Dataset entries
%%

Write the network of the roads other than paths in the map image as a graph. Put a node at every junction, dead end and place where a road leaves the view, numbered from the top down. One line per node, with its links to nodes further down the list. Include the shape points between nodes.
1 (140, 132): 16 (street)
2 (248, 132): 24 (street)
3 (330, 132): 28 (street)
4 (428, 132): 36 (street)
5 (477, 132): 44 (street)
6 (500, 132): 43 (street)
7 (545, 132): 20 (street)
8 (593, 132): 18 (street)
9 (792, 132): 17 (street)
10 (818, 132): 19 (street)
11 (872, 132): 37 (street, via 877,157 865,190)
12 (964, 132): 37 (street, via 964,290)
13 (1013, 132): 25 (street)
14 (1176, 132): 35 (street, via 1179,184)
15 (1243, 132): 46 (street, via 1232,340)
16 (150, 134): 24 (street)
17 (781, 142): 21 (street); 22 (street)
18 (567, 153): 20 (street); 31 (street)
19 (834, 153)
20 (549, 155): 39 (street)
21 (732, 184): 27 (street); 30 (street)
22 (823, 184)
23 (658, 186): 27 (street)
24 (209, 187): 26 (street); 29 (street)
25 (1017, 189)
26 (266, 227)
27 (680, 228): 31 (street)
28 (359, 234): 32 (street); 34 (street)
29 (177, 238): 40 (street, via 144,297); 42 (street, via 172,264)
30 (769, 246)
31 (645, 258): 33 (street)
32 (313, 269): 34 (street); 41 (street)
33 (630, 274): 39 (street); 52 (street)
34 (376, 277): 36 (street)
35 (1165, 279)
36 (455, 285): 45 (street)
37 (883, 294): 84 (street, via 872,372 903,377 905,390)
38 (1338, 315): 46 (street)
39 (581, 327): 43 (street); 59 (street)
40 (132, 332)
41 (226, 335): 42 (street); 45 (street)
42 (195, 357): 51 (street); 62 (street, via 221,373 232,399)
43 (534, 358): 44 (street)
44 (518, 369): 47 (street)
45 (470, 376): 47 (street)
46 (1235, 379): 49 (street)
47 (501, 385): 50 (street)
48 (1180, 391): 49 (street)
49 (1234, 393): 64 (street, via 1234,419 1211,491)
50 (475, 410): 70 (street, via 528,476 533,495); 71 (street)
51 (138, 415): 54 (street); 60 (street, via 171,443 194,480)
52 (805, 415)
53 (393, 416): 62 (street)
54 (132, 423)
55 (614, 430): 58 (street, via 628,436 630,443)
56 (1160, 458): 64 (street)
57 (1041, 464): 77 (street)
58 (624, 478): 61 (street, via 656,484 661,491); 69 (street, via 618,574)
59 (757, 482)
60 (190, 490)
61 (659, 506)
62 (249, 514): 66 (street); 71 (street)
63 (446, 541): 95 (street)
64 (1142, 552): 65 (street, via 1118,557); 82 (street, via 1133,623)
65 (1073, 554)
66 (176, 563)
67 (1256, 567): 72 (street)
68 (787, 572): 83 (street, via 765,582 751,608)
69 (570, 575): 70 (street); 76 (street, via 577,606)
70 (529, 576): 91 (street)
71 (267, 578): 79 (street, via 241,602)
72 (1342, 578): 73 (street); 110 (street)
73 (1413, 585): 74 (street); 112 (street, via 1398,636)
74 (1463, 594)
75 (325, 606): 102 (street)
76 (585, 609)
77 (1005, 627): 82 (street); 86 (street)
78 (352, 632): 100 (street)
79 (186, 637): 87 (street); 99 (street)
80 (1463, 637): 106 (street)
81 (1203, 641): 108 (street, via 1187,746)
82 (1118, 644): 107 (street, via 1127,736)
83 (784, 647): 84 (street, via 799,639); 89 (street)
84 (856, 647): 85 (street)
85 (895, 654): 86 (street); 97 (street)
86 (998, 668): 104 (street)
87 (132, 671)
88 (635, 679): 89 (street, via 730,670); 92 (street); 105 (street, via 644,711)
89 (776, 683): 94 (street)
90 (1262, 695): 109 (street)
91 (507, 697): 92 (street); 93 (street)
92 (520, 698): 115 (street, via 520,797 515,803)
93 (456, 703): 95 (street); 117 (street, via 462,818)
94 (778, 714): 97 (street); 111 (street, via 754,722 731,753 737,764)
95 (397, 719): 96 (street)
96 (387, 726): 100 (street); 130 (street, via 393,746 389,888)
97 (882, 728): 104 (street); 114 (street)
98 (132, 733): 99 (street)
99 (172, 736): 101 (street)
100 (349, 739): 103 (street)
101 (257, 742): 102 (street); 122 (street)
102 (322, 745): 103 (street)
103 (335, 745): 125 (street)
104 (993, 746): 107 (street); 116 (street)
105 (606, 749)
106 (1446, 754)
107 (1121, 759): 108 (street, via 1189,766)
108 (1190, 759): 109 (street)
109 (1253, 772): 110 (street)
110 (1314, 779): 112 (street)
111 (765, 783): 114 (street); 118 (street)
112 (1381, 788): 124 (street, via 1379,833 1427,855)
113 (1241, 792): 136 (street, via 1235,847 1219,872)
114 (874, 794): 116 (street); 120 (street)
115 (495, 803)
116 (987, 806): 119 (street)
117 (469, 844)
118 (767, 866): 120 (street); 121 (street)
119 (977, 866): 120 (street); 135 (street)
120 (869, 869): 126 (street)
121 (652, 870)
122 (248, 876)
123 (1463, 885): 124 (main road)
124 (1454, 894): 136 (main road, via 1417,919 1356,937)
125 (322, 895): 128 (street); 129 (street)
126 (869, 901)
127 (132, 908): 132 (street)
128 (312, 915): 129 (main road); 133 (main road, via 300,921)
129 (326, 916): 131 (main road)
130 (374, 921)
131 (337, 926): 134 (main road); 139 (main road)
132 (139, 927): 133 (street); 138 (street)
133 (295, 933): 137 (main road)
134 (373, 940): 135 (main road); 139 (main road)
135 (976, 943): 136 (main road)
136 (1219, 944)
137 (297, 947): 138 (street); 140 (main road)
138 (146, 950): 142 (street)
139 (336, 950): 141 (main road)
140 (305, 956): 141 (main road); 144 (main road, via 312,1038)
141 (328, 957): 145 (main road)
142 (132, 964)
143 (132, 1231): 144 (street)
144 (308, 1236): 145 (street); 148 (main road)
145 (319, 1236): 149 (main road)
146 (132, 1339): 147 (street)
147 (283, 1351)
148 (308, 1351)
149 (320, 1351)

%%

* _ACTIVITY_: Give back the entries above precisely as they appear.

* _REPLY TO THE EXERCISE_:
Write the network of the roads other than paths in the map image as a graph. Put a node at every junction, dead end and place where a road leaves the view, numbered from the top down. One line per node, with its links to nodes further down the list. Include the shape points between nodes.
1 (140, 132): 16 (street)
2 (248, 132): 24 (street)
3 (330, 132): 28 (street)
4 (428, 132): 36 (street)
5 (477, 132): 44 (street)
6 (500, 132): 43 (street)
7 (545, 132): 20 (street)
8 (593, 132): 18 (street)
9 (792, 132): 17 (street)
10 (818, 132): 19 (street)
11 (872, 132): 37 (street, via 877,157 865,190)
12 (964, 132): 37 (street, via 964,290)
13 (1013, 132): 25 (street)
14 (1176, 132): 35 (street, via 1179,184)
15 (1243, 132): 46 (street, via 1232,340)
16 (150, 134): 24 (street)
17 (781, 142): 21 (street); 22 (street)
18 (567, 153): 20 (street); 31 (street)
19 (834, 153)
20 (549, 155): 39 (street)
21 (732, 184): 27 (street); 30 (street)
22 (823, 184)
23 (658, 186): 27 (street)
24 (209, 187): 26 (street); 29 (street)
25 (1017, 189)
26 (266, 227)
27 (680, 228): 31 (street)
28 (359, 234): 32 (street); 34 (street)
29 (177, 238): 40 (street, via 144,297); 42 (street, via 172,264)
30 (769, 246)
31 (645, 258): 33 (street)
32 (313, 269): 34 (street); 41 (street)
33 (630, 274): 39 (street); 52 (street)
34 (376, 277): 36 (street)
35 (1165, 279)
36 (455, 285): 45 (street)
37 (883, 294): 84 (street, via 872,372 903,377 905,390)
38 (1338, 315): 46 (street)
39 (581, 327): 43 (street); 59 (street)
40 (132, 332)
41 (226, 335): 42 (street); 45 (street)
42 (195, 357): 51 (street); 62 (street, via 221,373 232,399)
43 (534, 358): 44 (street)
44 (518, 369): 47 (street)
45 (470, 376): 47 (street)
46 (1235, 379): 49 (street)
47 (501, 385): 50 (street)
48 (1180, 391): 49 (street)
49 (1234, 393): 64 (street, via 1234,419 1211,491)
50 (475, 410): 70 (street, via 528,476 533,495); 71 (street)
51 (138, 415): 54 (street); 60 (street, via 171,443 194,480)
52 (805, 415)
53 (393, 416): 62 (street)
54 (132, 423)
55 (614, 430): 58 (street, via 628,436 630,443)
56 (1160, 458): 64 (street)
57 (1041, 464): 77 (street)
58 (624, 478): 61 (street, via 656,484 661,491); 69 (street, via 618,574)
59 (757, 482)
60 (190, 490)
61 (659, 506)
62 (249, 514): 66 (street); 71 (street)
63 (446, 541): 95 (street)
64 (1142, 552): 65 (street, via 1118,557); 82 (street, via 1133,623)
65 (1073, 554)
66 (176, 563)
67 (1256, 567): 72 (street)
68 (787, 572): 83 (street, via 765,582 751,608)
69 (570, 575): 70 (street); 76 (street, via 577,606)
70 (529, 576): 91 (street)
71 (267, 578): 79 (street, via 241,602)
72 (1342, 578): 73 (street); 110 (street)
73 (1413, 585): 74 (street); 112 (street, via 1398,636)
74 (1463, 594)
75 (325, 606): 102 (street)
76 (585, 609)
77 (1005, 627): 82 (street); 86 (street)
78 (352, 632): 100 (street)
79 (186, 637): 87 (street); 99 (street)
80 (1463, 637): 106 (street)
81 (1203, 641): 108 (street, via 1187,746)
82 (1118, 644): 107 (street, via 1127,736)
83 (784, 647): 84 (street, via 799,639); 89 (street)
84 (856, 647): 85 (street)
85 (895, 654): 86 (street); 97 (street)
86 (998, 668): 104 (street)
87 (132, 671)
88 (635, 679): 89 (street, via 730,670); 92 (street); 105 (street, via 644,711)
89 (776, 683): 94 (street)
90 (1262, 695): 109 (street)
91 (507, 697): 92 (street); 93 (street)
92 (520, 698): 115 (street, via 520,797 515,803)
93 (456, 703): 95 (street); 117 (street, via 462,818)
94 (778, 714): 97 (street); 111 (street, via 754,722 731,753 737,764)
95 (397, 719): 96 (street)
96 (387, 726): 100 (street); 130 (street, via 393,746 389,888)
97 (882, 728): 104 (street); 114 (street)
98 (132, 733): 99 (street)
99 (172, 736): 101 (street)
100 (349, 739): 103 (street)
101 (257, 742): 102 (street); 122 (street)
102 (322, 745): 103 (street)
103 (335, 745): 125 (street)
104 (993, 746): 107 (street); 116 (street)
105 (606, 749)
106 (1446, 754)
107 (1121, 759): 108 (street, via 1189,766)
108 (1190, 759): 109 (street)
109 (1253, 772): 110 (street)
110 (1314, 779): 112 (street)
111 (765, 783): 114 (street); 118 (street)
112 (1381, 788): 124 (street, via 1379,833 1427,855)
113 (1241, 792): 136 (street, via 1235,847 1219,872)
114 (874, 794): 116 (street); 120 (street)
115 (495, 803)
116 (987, 806): 119 (street)
117 (469, 844)
118 (767, 866): 120 (street); 121 (street)
119 (977, 866): 120 (street); 135 (street)
120 (869, 869): 126 (street)
121 (652, 870)
122 (248, 876)
123 (1463, 885): 124 (main road)
124 (1454, 894): 136 (main road, via 1417,919 1356,937)
125 (322, 895): 128 (street); 129 (street)
126 (869, 901)
127 (132, 908): 132 (street)
128 (312, 915): 129 (main road); 133 (main road, via 300,921)
129 (326, 916): 131 (main road)
130 (374, 921)
131 (337, 926): 134 (main road); 139 (main road)
132 (139, 927): 133 (street); 138 (street)
133 (295, 933): 137 (main road)
134 (373, 940): 135 (main road); 139 (main road)
135 (976, 943): 136 (main road)
136 (1219, 944)
137 (297, 947): 138 (street); 140 (main road)
138 (146, 950): 142 (street)
139 (336, 950): 141 (main road)
140 (305, 956): 141 (main road); 144 (main road, via 312,1038)
141 (328, 957): 145 (main road)
142 (132, 964)
143 (132, 1231): 144 (street)
144 (308, 1236): 145 (street); 148 (main road)
145 (319, 1236): 149 (main road)
146 (132, 1339): 147 (street)
147 (283, 1351)
148 (308, 1351)
149 (320, 1351)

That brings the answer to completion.